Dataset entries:

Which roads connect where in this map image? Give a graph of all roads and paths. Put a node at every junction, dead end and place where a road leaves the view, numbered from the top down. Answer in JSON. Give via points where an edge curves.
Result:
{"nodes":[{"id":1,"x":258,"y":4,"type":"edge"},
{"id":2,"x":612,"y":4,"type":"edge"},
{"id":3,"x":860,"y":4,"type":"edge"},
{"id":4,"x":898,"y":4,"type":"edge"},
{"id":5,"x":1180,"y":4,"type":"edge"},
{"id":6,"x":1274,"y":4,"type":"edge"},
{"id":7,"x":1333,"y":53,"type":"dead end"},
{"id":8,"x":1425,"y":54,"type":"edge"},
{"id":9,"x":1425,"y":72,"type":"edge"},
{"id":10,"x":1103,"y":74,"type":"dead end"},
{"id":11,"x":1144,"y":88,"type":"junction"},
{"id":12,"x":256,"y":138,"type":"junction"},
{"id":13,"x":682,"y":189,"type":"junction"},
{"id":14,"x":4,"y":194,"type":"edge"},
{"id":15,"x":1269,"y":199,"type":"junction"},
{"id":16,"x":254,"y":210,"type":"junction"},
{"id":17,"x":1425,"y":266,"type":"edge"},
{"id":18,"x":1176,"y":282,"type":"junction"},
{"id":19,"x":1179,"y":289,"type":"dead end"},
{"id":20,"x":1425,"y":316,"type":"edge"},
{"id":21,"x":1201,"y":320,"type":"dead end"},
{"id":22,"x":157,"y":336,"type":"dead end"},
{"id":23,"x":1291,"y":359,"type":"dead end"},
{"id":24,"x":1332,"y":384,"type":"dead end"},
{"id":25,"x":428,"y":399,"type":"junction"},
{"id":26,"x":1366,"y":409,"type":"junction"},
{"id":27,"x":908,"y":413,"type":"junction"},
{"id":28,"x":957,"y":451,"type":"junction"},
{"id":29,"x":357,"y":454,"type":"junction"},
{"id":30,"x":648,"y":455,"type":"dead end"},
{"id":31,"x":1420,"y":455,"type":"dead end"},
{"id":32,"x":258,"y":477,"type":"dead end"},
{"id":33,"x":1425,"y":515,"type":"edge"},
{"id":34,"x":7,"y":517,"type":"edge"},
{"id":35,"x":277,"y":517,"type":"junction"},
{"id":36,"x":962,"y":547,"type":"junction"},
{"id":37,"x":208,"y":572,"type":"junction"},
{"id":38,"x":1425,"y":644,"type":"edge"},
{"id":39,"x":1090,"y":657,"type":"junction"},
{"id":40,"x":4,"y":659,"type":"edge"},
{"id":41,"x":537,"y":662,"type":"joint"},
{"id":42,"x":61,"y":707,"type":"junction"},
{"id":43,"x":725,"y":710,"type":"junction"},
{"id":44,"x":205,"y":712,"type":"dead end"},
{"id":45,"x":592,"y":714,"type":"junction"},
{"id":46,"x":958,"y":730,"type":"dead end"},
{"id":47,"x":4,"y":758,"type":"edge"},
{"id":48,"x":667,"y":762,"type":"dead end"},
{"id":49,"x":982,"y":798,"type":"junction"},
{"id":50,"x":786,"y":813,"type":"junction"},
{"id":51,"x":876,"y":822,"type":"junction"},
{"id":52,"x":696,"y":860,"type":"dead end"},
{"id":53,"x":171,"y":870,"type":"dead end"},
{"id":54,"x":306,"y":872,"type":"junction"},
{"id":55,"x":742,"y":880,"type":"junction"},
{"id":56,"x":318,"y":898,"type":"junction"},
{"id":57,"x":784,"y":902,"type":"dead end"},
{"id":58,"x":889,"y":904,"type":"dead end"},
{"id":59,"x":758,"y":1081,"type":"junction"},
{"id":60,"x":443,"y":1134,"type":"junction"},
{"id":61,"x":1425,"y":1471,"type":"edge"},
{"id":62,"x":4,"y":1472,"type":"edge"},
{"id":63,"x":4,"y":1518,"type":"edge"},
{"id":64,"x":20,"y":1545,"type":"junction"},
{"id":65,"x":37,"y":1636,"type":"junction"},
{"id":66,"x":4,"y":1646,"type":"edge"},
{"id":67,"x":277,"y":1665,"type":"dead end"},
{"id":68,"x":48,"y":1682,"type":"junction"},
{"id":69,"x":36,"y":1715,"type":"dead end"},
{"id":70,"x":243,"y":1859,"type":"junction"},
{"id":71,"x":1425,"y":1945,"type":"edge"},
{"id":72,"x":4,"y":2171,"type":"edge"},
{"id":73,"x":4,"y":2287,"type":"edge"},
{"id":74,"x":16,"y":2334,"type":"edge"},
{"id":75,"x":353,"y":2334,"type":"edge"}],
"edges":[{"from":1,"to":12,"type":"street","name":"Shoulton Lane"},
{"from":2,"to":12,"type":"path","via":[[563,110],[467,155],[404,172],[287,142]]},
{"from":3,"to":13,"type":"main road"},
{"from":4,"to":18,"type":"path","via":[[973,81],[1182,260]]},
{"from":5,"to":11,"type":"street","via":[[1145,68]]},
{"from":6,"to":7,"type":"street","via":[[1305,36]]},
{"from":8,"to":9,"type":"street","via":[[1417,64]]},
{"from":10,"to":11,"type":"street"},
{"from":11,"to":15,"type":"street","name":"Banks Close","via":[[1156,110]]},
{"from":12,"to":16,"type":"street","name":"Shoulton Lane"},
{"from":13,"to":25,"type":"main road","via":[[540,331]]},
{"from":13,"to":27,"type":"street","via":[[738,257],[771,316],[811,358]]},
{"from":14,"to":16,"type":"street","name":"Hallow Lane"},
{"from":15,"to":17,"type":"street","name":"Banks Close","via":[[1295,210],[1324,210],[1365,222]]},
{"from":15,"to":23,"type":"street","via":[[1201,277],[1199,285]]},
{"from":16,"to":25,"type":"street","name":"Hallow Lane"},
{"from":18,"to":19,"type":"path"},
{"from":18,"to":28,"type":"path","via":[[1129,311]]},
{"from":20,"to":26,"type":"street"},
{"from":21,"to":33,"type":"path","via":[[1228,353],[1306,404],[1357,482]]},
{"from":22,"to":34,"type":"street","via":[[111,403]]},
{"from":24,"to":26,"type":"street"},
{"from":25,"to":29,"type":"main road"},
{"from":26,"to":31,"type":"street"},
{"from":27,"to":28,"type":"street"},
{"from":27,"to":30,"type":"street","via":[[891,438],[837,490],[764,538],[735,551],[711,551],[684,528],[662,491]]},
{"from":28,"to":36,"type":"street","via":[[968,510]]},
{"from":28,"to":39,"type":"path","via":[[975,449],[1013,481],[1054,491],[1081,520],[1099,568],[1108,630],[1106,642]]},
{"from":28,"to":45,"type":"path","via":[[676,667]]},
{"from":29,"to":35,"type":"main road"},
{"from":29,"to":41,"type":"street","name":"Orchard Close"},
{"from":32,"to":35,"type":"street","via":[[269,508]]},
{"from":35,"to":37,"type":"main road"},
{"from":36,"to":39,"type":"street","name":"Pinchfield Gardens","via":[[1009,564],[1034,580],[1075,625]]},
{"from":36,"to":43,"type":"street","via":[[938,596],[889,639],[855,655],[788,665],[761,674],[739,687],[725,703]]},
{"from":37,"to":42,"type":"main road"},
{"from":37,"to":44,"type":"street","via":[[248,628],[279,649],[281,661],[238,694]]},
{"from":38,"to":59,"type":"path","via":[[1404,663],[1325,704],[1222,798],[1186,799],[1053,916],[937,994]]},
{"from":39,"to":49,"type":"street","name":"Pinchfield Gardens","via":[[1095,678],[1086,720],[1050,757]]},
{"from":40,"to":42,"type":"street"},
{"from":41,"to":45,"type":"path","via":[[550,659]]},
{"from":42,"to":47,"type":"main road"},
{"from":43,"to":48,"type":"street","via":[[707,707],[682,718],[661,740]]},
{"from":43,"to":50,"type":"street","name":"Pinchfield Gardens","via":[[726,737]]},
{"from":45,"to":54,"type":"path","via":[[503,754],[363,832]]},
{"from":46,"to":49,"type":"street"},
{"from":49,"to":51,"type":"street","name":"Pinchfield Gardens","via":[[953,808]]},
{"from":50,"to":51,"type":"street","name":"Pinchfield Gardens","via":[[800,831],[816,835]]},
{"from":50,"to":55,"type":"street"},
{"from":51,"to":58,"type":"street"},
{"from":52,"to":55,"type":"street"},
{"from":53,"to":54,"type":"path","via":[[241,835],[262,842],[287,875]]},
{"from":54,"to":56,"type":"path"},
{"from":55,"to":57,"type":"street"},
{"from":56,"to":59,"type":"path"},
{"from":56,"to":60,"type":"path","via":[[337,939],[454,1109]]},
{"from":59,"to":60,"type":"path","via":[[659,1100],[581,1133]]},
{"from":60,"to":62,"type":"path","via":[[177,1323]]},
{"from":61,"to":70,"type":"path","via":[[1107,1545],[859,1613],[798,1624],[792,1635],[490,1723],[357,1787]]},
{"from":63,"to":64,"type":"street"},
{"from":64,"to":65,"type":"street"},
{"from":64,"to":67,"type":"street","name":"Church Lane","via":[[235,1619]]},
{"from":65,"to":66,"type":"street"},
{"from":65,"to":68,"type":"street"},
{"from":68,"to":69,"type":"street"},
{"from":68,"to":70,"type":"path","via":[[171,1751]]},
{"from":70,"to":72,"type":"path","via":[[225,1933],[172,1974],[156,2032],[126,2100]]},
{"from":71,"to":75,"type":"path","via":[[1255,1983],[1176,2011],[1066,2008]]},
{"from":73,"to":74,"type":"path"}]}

◆ Work request
Reproduce each line of the entries in which the word "Lane" is found.

◆ Answer space
"edges":[{"from":1,"to":12,"type":"street","name":"Shoulton Lane"},
{"from":12,"to":16,"type":"street","name":"Shoulton Lane"},
{"from":14,"to":16,"type":"street","name":"Hallow Lane"},
{"from":16,"to":25,"type":"street","name":"Hallow Lane"},
{"from":64,"to":67,"type":"street","name":"Church Lane","via":[[235,1619]]},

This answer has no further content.